Out of the data below, copy every line with the string "name".

--- START ---

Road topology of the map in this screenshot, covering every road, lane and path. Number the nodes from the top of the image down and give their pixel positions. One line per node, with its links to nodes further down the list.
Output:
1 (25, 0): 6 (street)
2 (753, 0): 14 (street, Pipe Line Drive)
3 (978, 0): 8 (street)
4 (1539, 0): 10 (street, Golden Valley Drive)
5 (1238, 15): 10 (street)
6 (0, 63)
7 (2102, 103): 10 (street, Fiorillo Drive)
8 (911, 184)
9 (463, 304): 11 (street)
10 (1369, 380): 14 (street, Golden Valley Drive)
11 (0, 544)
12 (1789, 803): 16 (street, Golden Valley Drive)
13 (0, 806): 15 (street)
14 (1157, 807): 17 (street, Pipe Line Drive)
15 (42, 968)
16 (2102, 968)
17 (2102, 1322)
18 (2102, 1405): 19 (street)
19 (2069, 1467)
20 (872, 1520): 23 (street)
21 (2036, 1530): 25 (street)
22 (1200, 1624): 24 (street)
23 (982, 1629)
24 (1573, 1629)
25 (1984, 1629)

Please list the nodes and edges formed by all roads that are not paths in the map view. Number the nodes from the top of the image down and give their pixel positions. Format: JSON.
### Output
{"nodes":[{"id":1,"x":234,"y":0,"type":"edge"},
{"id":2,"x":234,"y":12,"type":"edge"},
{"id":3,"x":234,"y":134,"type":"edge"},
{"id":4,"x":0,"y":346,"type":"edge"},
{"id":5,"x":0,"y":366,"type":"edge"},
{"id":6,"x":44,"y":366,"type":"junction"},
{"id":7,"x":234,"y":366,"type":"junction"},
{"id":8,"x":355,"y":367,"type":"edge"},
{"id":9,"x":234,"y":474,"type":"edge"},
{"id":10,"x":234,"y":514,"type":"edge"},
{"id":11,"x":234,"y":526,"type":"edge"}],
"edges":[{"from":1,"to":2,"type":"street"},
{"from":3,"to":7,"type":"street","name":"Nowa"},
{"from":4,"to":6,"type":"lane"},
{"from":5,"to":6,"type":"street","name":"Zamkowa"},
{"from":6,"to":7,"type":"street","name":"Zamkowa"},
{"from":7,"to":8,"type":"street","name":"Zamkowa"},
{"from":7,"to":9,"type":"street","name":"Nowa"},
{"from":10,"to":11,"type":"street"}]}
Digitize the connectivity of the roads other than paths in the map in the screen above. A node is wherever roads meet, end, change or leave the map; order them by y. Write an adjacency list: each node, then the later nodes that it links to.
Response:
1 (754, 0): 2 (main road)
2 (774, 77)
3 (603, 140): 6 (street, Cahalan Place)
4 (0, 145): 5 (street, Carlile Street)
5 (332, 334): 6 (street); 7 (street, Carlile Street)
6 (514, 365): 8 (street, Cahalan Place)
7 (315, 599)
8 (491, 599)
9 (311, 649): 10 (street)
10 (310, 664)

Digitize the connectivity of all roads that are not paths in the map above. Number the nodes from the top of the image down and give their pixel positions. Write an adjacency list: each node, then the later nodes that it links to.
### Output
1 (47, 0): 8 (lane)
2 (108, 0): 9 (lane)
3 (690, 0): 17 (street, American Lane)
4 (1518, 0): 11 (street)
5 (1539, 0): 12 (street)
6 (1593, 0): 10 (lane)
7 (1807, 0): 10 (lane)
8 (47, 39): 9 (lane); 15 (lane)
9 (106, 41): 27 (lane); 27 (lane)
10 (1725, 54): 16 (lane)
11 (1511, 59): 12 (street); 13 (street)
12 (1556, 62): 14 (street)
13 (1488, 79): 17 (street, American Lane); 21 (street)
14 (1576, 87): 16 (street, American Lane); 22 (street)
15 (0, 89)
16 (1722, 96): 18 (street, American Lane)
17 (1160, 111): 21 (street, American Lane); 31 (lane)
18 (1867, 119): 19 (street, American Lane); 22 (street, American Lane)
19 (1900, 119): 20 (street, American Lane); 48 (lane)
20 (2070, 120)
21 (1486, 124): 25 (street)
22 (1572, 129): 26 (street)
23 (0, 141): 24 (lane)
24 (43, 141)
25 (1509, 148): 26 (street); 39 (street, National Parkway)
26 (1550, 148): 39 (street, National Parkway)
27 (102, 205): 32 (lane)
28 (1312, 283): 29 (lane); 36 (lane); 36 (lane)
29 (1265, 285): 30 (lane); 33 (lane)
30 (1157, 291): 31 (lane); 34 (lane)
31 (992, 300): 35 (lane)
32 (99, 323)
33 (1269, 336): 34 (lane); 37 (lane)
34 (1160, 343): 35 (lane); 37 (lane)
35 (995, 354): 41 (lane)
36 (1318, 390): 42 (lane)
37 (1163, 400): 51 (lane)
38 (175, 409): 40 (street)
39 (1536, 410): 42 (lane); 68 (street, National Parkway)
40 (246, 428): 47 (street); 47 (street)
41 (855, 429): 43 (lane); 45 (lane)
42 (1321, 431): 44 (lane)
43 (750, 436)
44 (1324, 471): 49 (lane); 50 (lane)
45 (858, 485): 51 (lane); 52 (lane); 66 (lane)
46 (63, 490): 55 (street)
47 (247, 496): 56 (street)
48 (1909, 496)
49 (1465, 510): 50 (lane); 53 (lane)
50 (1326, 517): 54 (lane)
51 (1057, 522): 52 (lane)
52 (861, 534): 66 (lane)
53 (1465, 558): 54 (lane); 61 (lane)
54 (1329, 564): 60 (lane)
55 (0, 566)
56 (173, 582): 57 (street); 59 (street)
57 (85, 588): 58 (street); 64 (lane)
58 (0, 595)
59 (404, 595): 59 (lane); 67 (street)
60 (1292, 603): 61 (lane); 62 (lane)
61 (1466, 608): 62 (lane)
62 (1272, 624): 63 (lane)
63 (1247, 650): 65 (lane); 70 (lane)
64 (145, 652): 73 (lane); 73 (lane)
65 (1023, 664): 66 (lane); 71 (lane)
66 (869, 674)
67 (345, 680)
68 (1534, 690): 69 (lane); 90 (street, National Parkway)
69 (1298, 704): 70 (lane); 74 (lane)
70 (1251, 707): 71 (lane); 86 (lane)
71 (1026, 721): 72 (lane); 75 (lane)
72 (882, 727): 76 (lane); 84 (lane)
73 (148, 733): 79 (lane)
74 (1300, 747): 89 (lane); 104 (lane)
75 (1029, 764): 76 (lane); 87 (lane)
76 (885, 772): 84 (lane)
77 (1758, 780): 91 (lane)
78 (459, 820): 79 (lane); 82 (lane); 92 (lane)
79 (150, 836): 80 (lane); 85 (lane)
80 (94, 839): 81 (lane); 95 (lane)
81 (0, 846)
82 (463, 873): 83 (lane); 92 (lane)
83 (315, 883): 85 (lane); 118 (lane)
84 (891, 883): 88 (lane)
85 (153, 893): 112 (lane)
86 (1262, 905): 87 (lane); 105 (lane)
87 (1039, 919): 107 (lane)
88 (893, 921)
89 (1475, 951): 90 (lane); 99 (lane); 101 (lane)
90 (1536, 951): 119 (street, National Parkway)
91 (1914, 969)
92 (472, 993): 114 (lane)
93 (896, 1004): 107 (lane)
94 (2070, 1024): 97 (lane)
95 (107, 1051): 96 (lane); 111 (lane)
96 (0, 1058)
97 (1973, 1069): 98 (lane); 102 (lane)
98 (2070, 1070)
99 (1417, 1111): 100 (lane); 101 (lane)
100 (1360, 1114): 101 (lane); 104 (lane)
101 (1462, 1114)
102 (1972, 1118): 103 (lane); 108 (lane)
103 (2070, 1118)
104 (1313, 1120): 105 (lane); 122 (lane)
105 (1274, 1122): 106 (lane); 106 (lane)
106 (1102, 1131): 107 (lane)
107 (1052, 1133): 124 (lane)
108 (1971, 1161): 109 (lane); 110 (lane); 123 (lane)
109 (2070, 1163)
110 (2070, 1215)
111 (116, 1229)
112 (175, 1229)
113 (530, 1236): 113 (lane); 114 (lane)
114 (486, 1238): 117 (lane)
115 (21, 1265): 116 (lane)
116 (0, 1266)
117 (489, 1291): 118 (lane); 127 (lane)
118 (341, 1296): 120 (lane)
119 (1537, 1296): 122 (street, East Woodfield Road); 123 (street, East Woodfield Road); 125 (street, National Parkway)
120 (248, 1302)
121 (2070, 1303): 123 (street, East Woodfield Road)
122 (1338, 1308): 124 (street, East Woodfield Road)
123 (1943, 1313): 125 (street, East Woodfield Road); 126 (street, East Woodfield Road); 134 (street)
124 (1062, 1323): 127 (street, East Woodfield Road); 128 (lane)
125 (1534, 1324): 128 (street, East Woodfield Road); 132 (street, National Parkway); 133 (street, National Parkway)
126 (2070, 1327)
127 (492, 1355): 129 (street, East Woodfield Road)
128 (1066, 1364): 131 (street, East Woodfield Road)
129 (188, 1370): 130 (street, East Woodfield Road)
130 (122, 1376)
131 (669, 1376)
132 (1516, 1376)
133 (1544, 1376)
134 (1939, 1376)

--- END ---

> [Task result]
{"from":3,"to":7,"type":"street","name":"Nowa"},
{"from":5,"to":6,"type":"street","name":"Zamkowa"},
{"from":6,"to":7,"type":"street","name":"Zamkowa"},
{"from":7,"to":8,"type":"street","name":"Zamkowa"},
{"from":7,"to":9,"type":"street","name":"Nowa"},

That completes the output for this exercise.